(Dataset records)

+ + + +

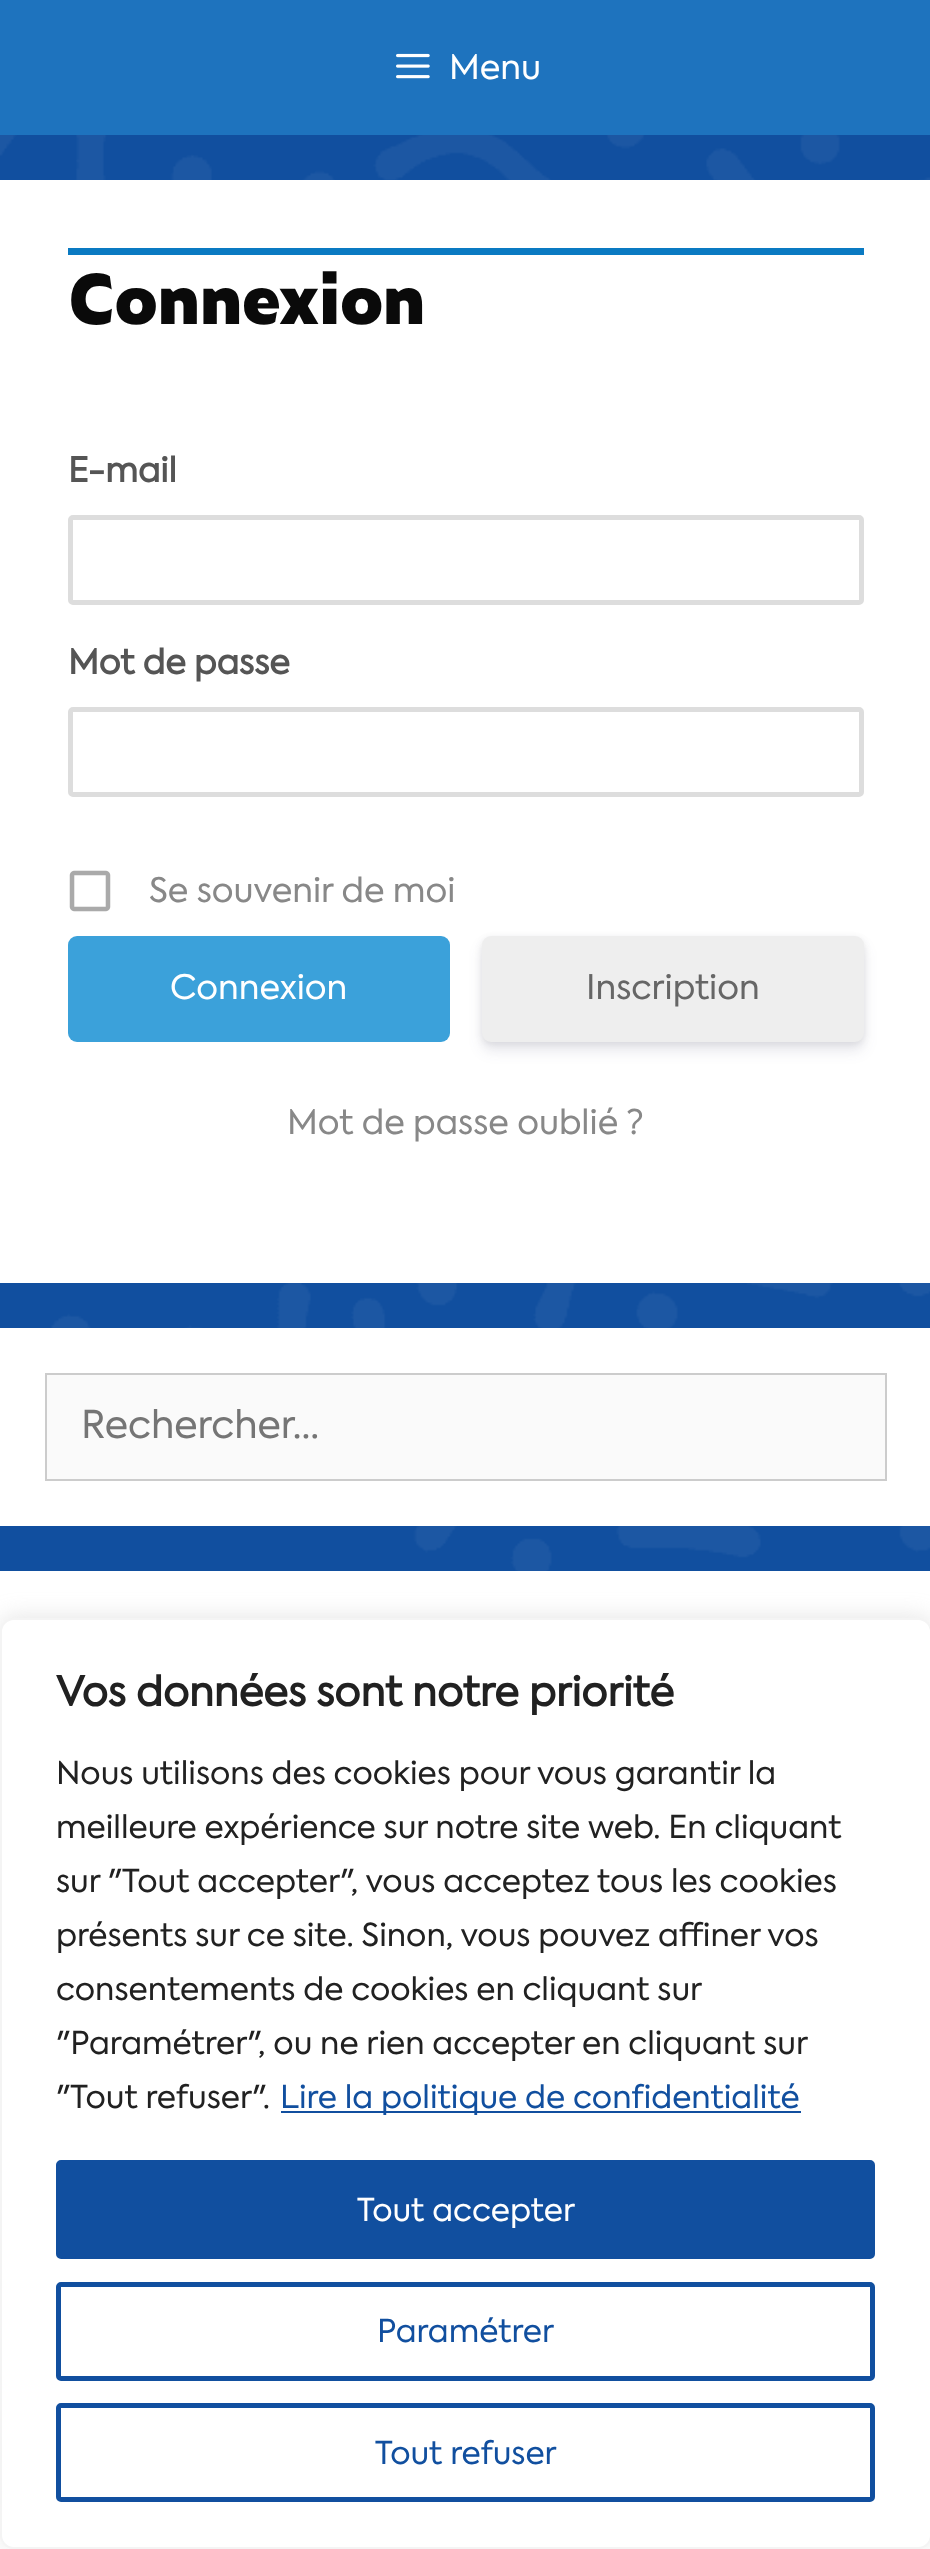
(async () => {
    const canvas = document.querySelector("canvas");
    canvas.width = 930;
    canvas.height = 2549;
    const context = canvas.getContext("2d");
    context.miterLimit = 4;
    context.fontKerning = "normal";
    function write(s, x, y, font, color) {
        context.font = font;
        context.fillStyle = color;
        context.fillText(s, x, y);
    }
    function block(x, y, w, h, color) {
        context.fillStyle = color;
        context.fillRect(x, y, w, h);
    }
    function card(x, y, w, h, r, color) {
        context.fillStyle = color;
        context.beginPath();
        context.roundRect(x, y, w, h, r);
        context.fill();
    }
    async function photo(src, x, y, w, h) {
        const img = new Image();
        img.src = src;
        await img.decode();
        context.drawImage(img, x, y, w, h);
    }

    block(0, 0, 930, 2549, "rgb(17, 79, 159)");
    await photo("media/1.png", 0, 135, 930, 1436);
    block(0, 0, 930, 135, "rgb(30, 115, 190)");
    await photo("media/2.png", 396, 53, 34, 26);
    write("Menu", 449, 79, "33.75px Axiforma", "rgb(255, 255, 255)");
    block(0, 180, 930, 1103, "rgb(255, 255, 255)");
    block(68, 248, 796, 7, "rgb(10, 122, 194)");
    write("Connexion", 68, 324, "800 67.5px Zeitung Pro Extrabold", "rgb(10, 10, 10)");
    write("E-mail", 68, 482, "bold 33.75px Axiforma", "rgb(85, 85, 85)");
    context.beginPath();
    context.roundRect(70.5, 517.5, 791, 85, 2.5);
    context.strokeStyle = "rgb(221, 221, 221)";
    context.lineWidth = 5;
    context.stroke();
    write("Mot de passe", 68, 674, "bold 33.75px Axiforma", "rgb(85, 85, 85)");
    context.beginPath();
    context.roundRect(70.5, 709.5, 791, 85, 2.5);
    context.stroke();
    await photo("media/3.png", 69, 870, 42, 42);
    write("Se souvenir de moi", 149, 902, "33.75px Axiforma", "rgb(136, 136, 136)");
    card(68, 936, 382, 106, 9, "rgb(59, 161, 218)");
    write("Connexion", 170, 999, "33.75px Axiforma", "rgb(255, 255, 255)");
    context.fillStyle = "rgba(0, 0, 0, 0.08)";
    context.filter = "blur(3.5px)";
    context.beginPath();
    context.roundRect(482, 938, 382, 106, 9);
    context.fill();
    context.filter = "none";
    context.fillStyle = "rgba(50, 50, 93, 0.11)";
    context.filter = "blur(7px)";
    context.beginPath();
    context.roundRect(482, 945, 382, 106, 9);
    context.fill();
    context.filter = "none";
    card(482, 936, 382, 106, 9, "rgb(238, 238, 238)");
    write("Inscription", 586, 999, "33.75px Axiforma", "rgb(102, 102, 102)");
    write("Mot de passe oublié ?", 287, 1134, "33.75px Axiforma", "rgb(136, 136, 136)");
    block(0, 1328, 930, 198, "rgb(255, 255, 255)");
    context.fillStyle = "rgb(250, 250, 250)";
    context.beginPath();
    context.rect(46, 1374, 840, 106);
    context.fill();
    context.strokeStyle = "rgb(204, 204, 204)";
    context.lineWidth = 2;
    context.stroke();
    write("Rechercher…", 81, 1438, "38.25px Axiforma", "rgb(117, 117, 117)");
    block(0, 1571, 930, 978, "rgb(255, 255, 255)");
    context.fillStyle = "rgba(172, 171, 171, 0.3)";
    context.filter = "blur(11px)";
    context.beginPath();
    context.roundRect(0, 1616, 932, 931, 14);
    context.fill();
    context.filter = "none";
    context.fillStyle = "rgb(255, 255, 255)";
    context.beginPath();
    context.roundRect(1, 1619, 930, 929, 13);
    context.fill();
    context.strokeStyle = "rgb(244, 244, 244)";
    context.stroke();
    write("Vos données sont notre priorité", 56, 1706, "bold 40.5px Axiforma", "rgb(33, 33, 33)");
    write("Nous utilisons des cookies pour vous garantir la", 56, 1784, "31.5px Axiforma", "rgb(33, 33, 33)");
    write("meilleure expérience sur notre site web. En cliquant", 56, 1838, "31.5px Axiforma", "rgb(33, 33, 33)");
    write("sur \"Tout accepter\", vous acceptez tous les cookies", 56, 1892, "31.5px Axiforma", "rgb(33, 33, 33)");
    write("présents sur ce site. Sinon, vous pouvez affiner vos", 56, 1946, "31.5px Axiforma", "rgb(33, 33, 33)");
    write("consentements de cookies en cliquant sur", 56, 2000, "31.5px Axiforma", "rgb(33, 33, 33)");
    write("\"Paramétrer\", ou ne rien accepter en cliquant sur", 56, 2054, "31.5px Axiforma", "rgb(33, 33, 33)");
    write("\"Tout refuser\".", 56, 2108, "31.5px Axiforma", "rgb(33, 33, 33)");
    block(281, 2111, 520, 2, "rgb(17, 79, 159)");
    write("Lire la politique de confidentialité", 280, 2108, "31.5px Axiforma", "rgb(17, 79, 159)");
    context.beginPath();
    context.roundRect(58.5, 2162.5, 814, 94, 2.5);
    context.fill();
    context.strokeStyle = "rgb(17, 79, 159)";
    context.lineWidth = 5;
    context.stroke();
    write("Tout accepter", 357, 2221, "31.5px Axiforma", "rgb(255, 255, 255)");
    context.beginPath();
    context.roundRect(58.5, 2284.5, 814, 94, 2.5);
    context.stroke();
    write("Paramétrer", 377, 2342, "31.5px Axiforma", "rgb(17, 79, 159)");
    context.beginPath();
    context.roundRect(58.5, 2405.5, 814, 94, 2.5);
    context.stroke();
    write("Tout refuser", 375, 2464, "31.5px Axiforma", "rgb(17, 79, 159)");
})();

+ + + +

→ YOUR INSTRUCTIONS
Report how many lines of the entries above contain "canvas", and give no other output.

→ EXERCISE RESPONSE
4